*** Supplied material ***

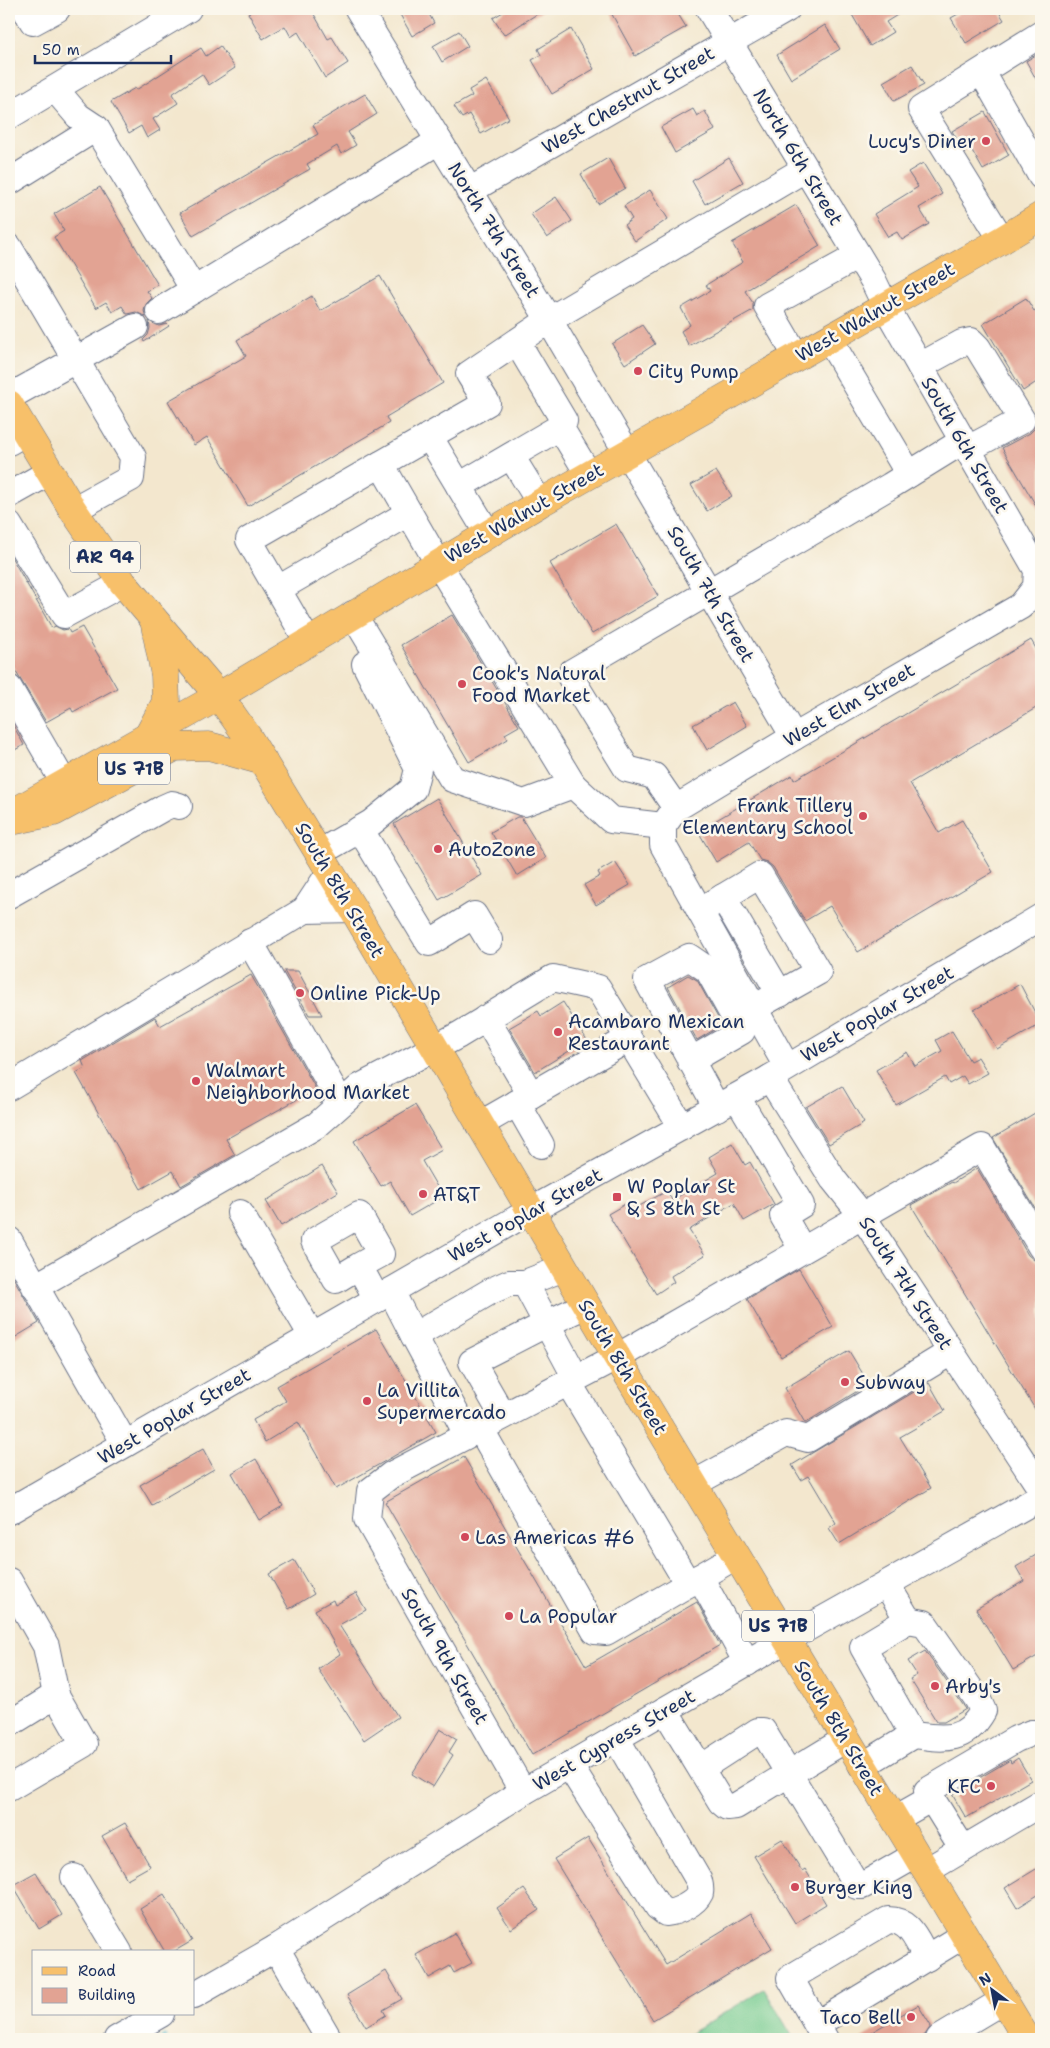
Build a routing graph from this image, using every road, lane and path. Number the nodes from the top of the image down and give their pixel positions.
1 (25, 9) edge
2 (57, 9) edge
3 (188, 9) edge
4 (358, 9) edge
5 (709, 9) edge
6 (787, 9) edge
7 (1041, 34) edge
8 (729, 42) junction
9 (982, 72) junction
10 (55, 89) junction
11 (9, 116) edge
12 (96, 128) junction
13 (439, 141) junction
14 (805, 169) junction
15 (1041, 176) edge
16 (9, 182) edge
17 (469, 191) junction
18 (1041, 216) edge
19 (1002, 240) junction
20 (858, 256) junction
21 (12, 261) edge
22 (194, 290) junction
23 (886, 307) junction
24 (159, 311) dead end
25 (549, 320) junction
26 (134, 327) dead end
27 (829, 339) junction
28 (517, 342) junction
29 (797, 357) junction
30 (75, 361) junction
31 (920, 366) junction
32 (9, 397) edge
33 (9, 404) edge
34 (1032, 415) edge
35 (560, 427) junction
36 (429, 436) junction
37 (17, 437) edge
38 (965, 445) junction
39 (627, 453) junction
40 (510, 456) junction
41 (380, 464) junction
42 (50, 472) junction
43 (909, 474) junction
44 (589, 475) junction
45 (459, 486) junction
46 (9, 495) edge
47 (540, 503) junction
48 (73, 510) junction
49 (409, 513) junction
50 (9, 525) edge
51 (488, 534) junction
52 (438, 563) junction
53 (123, 583) junction
54 (1036, 587) joint
55 (278, 589) junction
56 (709, 592) junction
57 (153, 616) junction
58 (348, 617) junction
59 (308, 642) junction
60 (9, 688) edge
61 (219, 696) junction
62 (148, 736) junction
63 (794, 737) junction
64 (263, 761) junction
65 (64, 783) junction
66 (573, 785) junction
67 (179, 806) dead end
68 (9, 815) edge
69 (670, 817) junction
70 (9, 821) edge
71 (360, 829) junction
72 (324, 863) junction
73 (9, 895) edge
74 (723, 897) junction
75 (353, 909) junction
76 (305, 910) junction
77 (700, 911) junction
78 (1041, 917) edge
79 (489, 940) dead end
80 (250, 942) junction
81 (780, 994) junction
82 (754, 1008) junction
83 (486, 1018) junction
84 (628, 1039) junction
85 (434, 1048) junction
86 (690, 1061) dead end
87 (778, 1073) junction
88 (9, 1087) edge
89 (524, 1099) junction
90 (727, 1102) junction
91 (341, 1104) junction
92 (479, 1125) junction
93 (682, 1127) junction
94 (541, 1145) dead end
95 (530, 1211) junction
96 (240, 1214) dead end
97 (861, 1214) junction
98 (9, 1240) edge
99 (1041, 1247) edge
100 (802, 1249) junction
101 (359, 1266) dead end
102 (564, 1268) junction
103 (525, 1283) junction
104 (35, 1286) junction
105 (384, 1295) junction
106 (586, 1306) junction
107 (546, 1324) junction
108 (312, 1336) junction
109 (414, 1336) junction
110 (952, 1352) junction
111 (617, 1357) junction
112 (572, 1380) junction
113 (483, 1426) junction
114 (125, 1444) junction
115 (693, 1484) junction
116 (1041, 1489) edge
117 (1041, 1497) edge
118 (9, 1511) edge
119 (736, 1556) junction
120 (694, 1581) junction
121 (9, 1582) edge
122 (887, 1585) junction
123 (908, 1620) junction
124 (786, 1640) junction
125 (747, 1663) junction
126 (56, 1695) junction
127 (665, 1710) junction
128 (9, 1724) edge
129 (1041, 1733) edge
130 (912, 1735) junction
131 (616, 1738) junction
132 (846, 1739) junction
133 (1041, 1746) edge
134 (569, 1766) junction
135 (862, 1766) junction
136 (701, 1768) junction
137 (790, 1774) junction
138 (952, 1777) junction
139 (9, 1788) edge
140 (523, 1792) junction
141 (932, 1798) junction
142 (1041, 1803) edge
143 (895, 1819) junction
144 (963, 1849) junction
145 (921, 1863) junction
146 (74, 1877) dead end
147 (964, 1935) junction
148 (276, 1948) junction
149 (118, 1950) edge
150 (927, 1958) junction
151 (195, 1994) edge
152 (1004, 2000) junction
153 (157, 2016) edge
154 (821, 2032) edge
155 (117, 2039) edge
156 (329, 2039) edge
157 (939, 2039) edge
158 (1027, 2039) edge

1 - 2 street
3 - 10 street
4 - 13 street, North 7th Street
5 - 8 street, North 6th Street
6 - 8 street, West Chestnut Street
7 - 9 street
8 - 14 street, North 6th Street
8 - 17 street, West Chestnut Street
9 - 15 street
9 - 19 street
10 - 11 street
10 - 12 street
12 - 16 street
12 - 22 street
13 - 17 street, North 7th Street
13 - 22 street
14 - 20 street, North 6th Street
14 - 25 street
17 - 25 street, North 7th Street
18 - 19 main road, West Walnut Street
19 - 23 main road, West Walnut Street
20 - 23 street, North 6th Street
20 - 29 street
21 - 30 street
22 - 24 street
23 - 27 main road, West Walnut Street
23 - 31 street, South 6th Street
25 - 28 street
25 - 39 street, North 7th Street
26 - 30 street
27 - 29 main road, West Walnut Street
27 - 43 street
28 - 35 street
28 - 36 street
29 - 39 main road, West Walnut Street
30 - 32 street
30 - 48 street
31 - 34 street
31 - 38 street, South 6th Street
33 - 37 main road, AR 94
34 - 38 street
35 - 40 street
35 - 44 street
36 - 41 street
36 - 45 street
37 - 42 main road, AR 94
38 - 43 street
38 - 54 street, South 6th Street
39 - 44 main road, West Walnut Street
39 - 56 street, South 7th Street
40 - 45 street
40 - 47 street
41 - 49 street
41 - 55 street
42 - 46 street
42 - 48 main road, AR 94
43 - 56 street
44 - 47 main road, West Walnut Street
45 - 51 street
47 - 51 main road, West Walnut Street
48 - 53 main road, AR 94
49 - 52 street
49 - 55 street
50 - 53 street
51 - 52 main road, West Walnut Street
52 - 58 main road, West Walnut Street
52 - 66 street
53 - 57 main road, AR 94
54 - 63 street, West Elm Street
55 - 59 street
56 - 63 street, South 7th Street
56 - 69 street
57 - 61 main road, AR 94
57 - 62 main road
58 - 59 main road, West Walnut Street
58 - 66 street
58 - 71 street
59 - 61 main road, West Walnut Street
60 - 65 street
61 - 62 main road, West Walnut Street / US 71B
61 - 64 main road, South 8th Street / US 71B
62 - 65 main road, West Walnut Street / US 71B
63 - 69 street, West Elm Street
64 - 70 main road, US 71B
64 - 72 main road, South 8th Street / US 71B
65 - 68 main road, West Walnut Street / US 71B
66 - 69 street
67 - 73 street
69 - 77 street, South 7th Street
71 - 72 street
71 - 79 street
72 - 75 main road, South 8th Street / US 71B
72 - 76 street
74 - 77 street
74 - 81 street
74 - 81 street
75 - 76 street
75 - 85 main road, South 8th Street / US 71B
76 - 80 street
77 - 82 street, South 7th Street
78 - 87 street, West Poplar Street
80 - 88 street
80 - 91 street
81 - 82 street
82 - 87 street, South 7th Street
83 - 84 street
83 - 85 street
83 - 89 street
84 - 89 street
84 - 93 street
85 - 91 street
85 - 92 main road, South 8th Street / US 71B
86 - 90 street
87 - 90 street, West Poplar Street
87 - 97 street, South 7th Street
89 - 92 street
89 - 94 street
90 - 93 street, West Poplar Street
90 - 100 street
91 - 104 street
92 - 95 main road, South 8th Street / US 71B
93 - 95 street, West Poplar Street
95 - 102 main road, South 8th Street / US 71B
95 - 105 street, West Poplar Street
96 - 108 street
97 - 99 street
97 - 100 street
97 - 110 street, South 7th Street
98 - 104 street
100 - 111 street
101 - 105 street
102 - 103 street
102 - 106 main road, South 8th Street / US 71B
103 - 107 street
103 - 109 street
104 - 114 street
105 - 108 street, West Poplar Street
105 - 109 street
106 - 107 street
106 - 111 main road, South 8th Street / US 71B
107 - 112 street
107 - 113 street
108 - 114 street, West Poplar Street
109 - 113 street
110 - 115 street
110 - 116 street, South 7th Street
111 - 112 street
111 - 115 main road, South 8th Street / US 71B
112 - 113 street
112 - 120 street
113 - 120 street
113 - 140 street, South 9th Street
114 - 118 street, West Poplar Street
115 - 119 main road, South 8th Street / US 71B
117 - 122 street, West Cypress Street
119 - 120 street
119 - 124 main road, South 8th Street / US 71B
120 - 125 street
121 - 126 street
122 - 123 street
122 - 124 street, West Cypress Street
123 - 130 street
123 - 130 street
124 - 125 street, West Cypress Street
124 - 132 main road, South 8th Street / US 71B
125 - 127 street, West Cypress Street
126 - 128 street
126 - 139 street
127 - 131 street, West Cypress Street
127 - 136 street
129 - 138 street
130 - 135 street
131 - 134 street, West Cypress Street
131 - 134 street
132 - 135 main road, South 8th Street / US 71B
132 - 137 street
133 - 138 street
134 - 140 street, West Cypress Street
135 - 143 main road, South 8th Street / US 71B
136 - 137 street
136 - 137 street
137 - 145 street
138 - 141 street
140 - 148 street, West Cypress Street
141 - 143 street
141 - 144 street
142 - 144 street
143 - 145 main road, South 8th Street / US 71B
144 - 145 street
145 - 147 main road, South 8th Street / US 71B
146 - 149 street
147 - 150 street
147 - 152 main road, South 8th Street / US 71B
148 - 151 street, West Cypress Street
148 - 156 street
150 - 154 street
150 - 154 street
152 - 157 street
152 - 158 main road, South 8th Street / US 71B
153 - 155 street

*** End of Supplied material ***

■ Aim of the task
Check each line in the listing above for the string "dead", then report how many lines contain it, with no other text.

■ Response area
9